### Exercise materials
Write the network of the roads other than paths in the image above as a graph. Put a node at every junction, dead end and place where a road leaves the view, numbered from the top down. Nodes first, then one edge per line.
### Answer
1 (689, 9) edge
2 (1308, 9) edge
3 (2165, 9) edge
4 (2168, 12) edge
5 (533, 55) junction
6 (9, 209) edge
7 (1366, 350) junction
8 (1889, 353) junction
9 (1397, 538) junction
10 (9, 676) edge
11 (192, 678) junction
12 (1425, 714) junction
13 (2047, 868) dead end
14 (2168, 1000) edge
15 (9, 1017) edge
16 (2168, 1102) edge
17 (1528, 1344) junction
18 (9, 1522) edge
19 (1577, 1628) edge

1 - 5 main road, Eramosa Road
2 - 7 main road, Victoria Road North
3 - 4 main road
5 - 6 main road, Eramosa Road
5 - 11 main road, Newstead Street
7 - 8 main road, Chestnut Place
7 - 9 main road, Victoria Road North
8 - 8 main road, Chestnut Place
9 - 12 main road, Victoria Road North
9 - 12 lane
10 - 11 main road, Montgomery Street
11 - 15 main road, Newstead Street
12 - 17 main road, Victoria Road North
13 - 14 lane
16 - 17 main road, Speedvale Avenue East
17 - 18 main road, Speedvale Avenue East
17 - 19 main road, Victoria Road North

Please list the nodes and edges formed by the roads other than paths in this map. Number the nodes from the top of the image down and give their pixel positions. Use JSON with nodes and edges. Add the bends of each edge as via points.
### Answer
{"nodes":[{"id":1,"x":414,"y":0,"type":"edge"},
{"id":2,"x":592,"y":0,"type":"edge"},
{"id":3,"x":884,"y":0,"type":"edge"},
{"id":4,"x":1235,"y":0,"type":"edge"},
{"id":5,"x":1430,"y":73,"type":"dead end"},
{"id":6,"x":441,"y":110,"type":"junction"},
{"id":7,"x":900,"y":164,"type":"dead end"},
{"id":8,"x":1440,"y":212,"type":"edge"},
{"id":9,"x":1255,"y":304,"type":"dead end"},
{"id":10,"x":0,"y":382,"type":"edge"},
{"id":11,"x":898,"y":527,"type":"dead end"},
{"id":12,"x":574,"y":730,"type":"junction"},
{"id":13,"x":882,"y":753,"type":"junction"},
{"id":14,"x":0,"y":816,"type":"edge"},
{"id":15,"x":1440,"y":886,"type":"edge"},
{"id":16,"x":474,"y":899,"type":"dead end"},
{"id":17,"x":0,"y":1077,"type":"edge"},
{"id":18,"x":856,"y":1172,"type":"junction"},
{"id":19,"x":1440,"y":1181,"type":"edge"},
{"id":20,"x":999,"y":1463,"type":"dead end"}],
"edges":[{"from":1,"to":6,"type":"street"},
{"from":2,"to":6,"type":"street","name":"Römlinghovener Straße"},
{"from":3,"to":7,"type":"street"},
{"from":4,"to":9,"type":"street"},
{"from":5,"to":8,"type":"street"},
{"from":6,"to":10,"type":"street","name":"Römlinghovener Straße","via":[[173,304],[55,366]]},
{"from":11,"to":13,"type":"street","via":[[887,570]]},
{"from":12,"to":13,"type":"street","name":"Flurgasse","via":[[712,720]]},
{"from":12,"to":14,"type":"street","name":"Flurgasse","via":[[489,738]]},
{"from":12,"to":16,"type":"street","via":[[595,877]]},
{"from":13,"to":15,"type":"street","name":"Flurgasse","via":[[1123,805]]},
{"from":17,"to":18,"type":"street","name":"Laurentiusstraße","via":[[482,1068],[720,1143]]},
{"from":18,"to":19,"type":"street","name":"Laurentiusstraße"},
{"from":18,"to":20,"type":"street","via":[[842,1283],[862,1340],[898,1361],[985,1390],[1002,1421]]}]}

### What needs to be done
Retype all of the records so that every line matches the original exactly.

### Exercise result
Write the network of the roads other than paths in the image above as a graph. Put a node at every junction, dead end and place where a road leaves the view, numbered from the top down. Nodes first, then one edge per line.
### Answer
1 (689, 9) edge
2 (1308, 9) edge
3 (2165, 9) edge
4 (2168, 12) edge
5 (533, 55) junction
6 (9, 209) edge
7 (1366, 350) junction
8 (1889, 353) junction
9 (1397, 538) junction
10 (9, 676) edge
11 (192, 678) junction
12 (1425, 714) junction
13 (2047, 868) dead end
14 (2168, 1000) edge
15 (9, 1017) edge
16 (2168, 1102) edge
17 (1528, 1344) junction
18 (9, 1522) edge
19 (1577, 1628) edge

1 - 5 main road, Eramosa Road
2 - 7 main road, Victoria Road North
3 - 4 main road
5 - 6 main road, Eramosa Road
5 - 11 main road, Newstead Street
7 - 8 main road, Chestnut Place
7 - 9 main road, Victoria Road North
8 - 8 main road, Chestnut Place
9 - 12 main road, Victoria Road North
9 - 12 lane
10 - 11 main road, Montgomery Street
11 - 15 main road, Newstead Street
12 - 17 main road, Victoria Road North
13 - 14 lane
16 - 17 main road, Speedvale Avenue East
17 - 18 main road, Speedvale Avenue East
17 - 19 main road, Victoria Road North

Please list the nodes and edges formed by the roads other than paths in this map. Number the nodes from the top of the image down and give their pixel positions. Use JSON with nodes and edges. Add the bends of each edge as via points.
### Answer
{"nodes":[{"id":1,"x":414,"y":0,"type":"edge"},
{"id":2,"x":592,"y":0,"type":"edge"},
{"id":3,"x":884,"y":0,"type":"edge"},
{"id":4,"x":1235,"y":0,"type":"edge"},
{"id":5,"x":1430,"y":73,"type":"dead end"},
{"id":6,"x":441,"y":110,"type":"junction"},
{"id":7,"x":900,"y":164,"type":"dead end"},
{"id":8,"x":1440,"y":212,"type":"edge"},
{"id":9,"x":1255,"y":304,"type":"dead end"},
{"id":10,"x":0,"y":382,"type":"edge"},
{"id":11,"x":898,"y":527,"type":"dead end"},
{"id":12,"x":574,"y":730,"type":"junction"},
{"id":13,"x":882,"y":753,"type":"junction"},
{"id":14,"x":0,"y":816,"type":"edge"},
{"id":15,"x":1440,"y":886,"type":"edge"},
{"id":16,"x":474,"y":899,"type":"dead end"},
{"id":17,"x":0,"y":1077,"type":"edge"},
{"id":18,"x":856,"y":1172,"type":"junction"},
{"id":19,"x":1440,"y":1181,"type":"edge"},
{"id":20,"x":999,"y":1463,"type":"dead end"}],
"edges":[{"from":1,"to":6,"type":"street"},
{"from":2,"to":6,"type":"street","name":"Römlinghovener Straße"},
{"from":3,"to":7,"type":"street"},
{"from":4,"to":9,"type":"street"},
{"from":5,"to":8,"type":"street"},
{"from":6,"to":10,"type":"street","name":"Römlinghovener Straße","via":[[173,304],[55,366]]},
{"from":11,"to":13,"type":"street","via":[[887,570]]},
{"from":12,"to":13,"type":"street","name":"Flurgasse","via":[[712,720]]},
{"from":12,"to":14,"type":"street","name":"Flurgasse","via":[[489,738]]},
{"from":12,"to":16,"type":"street","via":[[595,877]]},
{"from":13,"to":15,"type":"street","name":"Flurgasse","via":[[1123,805]]},
{"from":17,"to":18,"type":"street","name":"Laurentiusstraße","via":[[482,1068],[720,1143]]},
{"from":18,"to":19,"type":"street","name":"Laurentiusstraße"},
{"from":18,"to":20,"type":"street","via":[[842,1283],[862,1340],[898,1361],[985,1390],[1002,1421]]}]}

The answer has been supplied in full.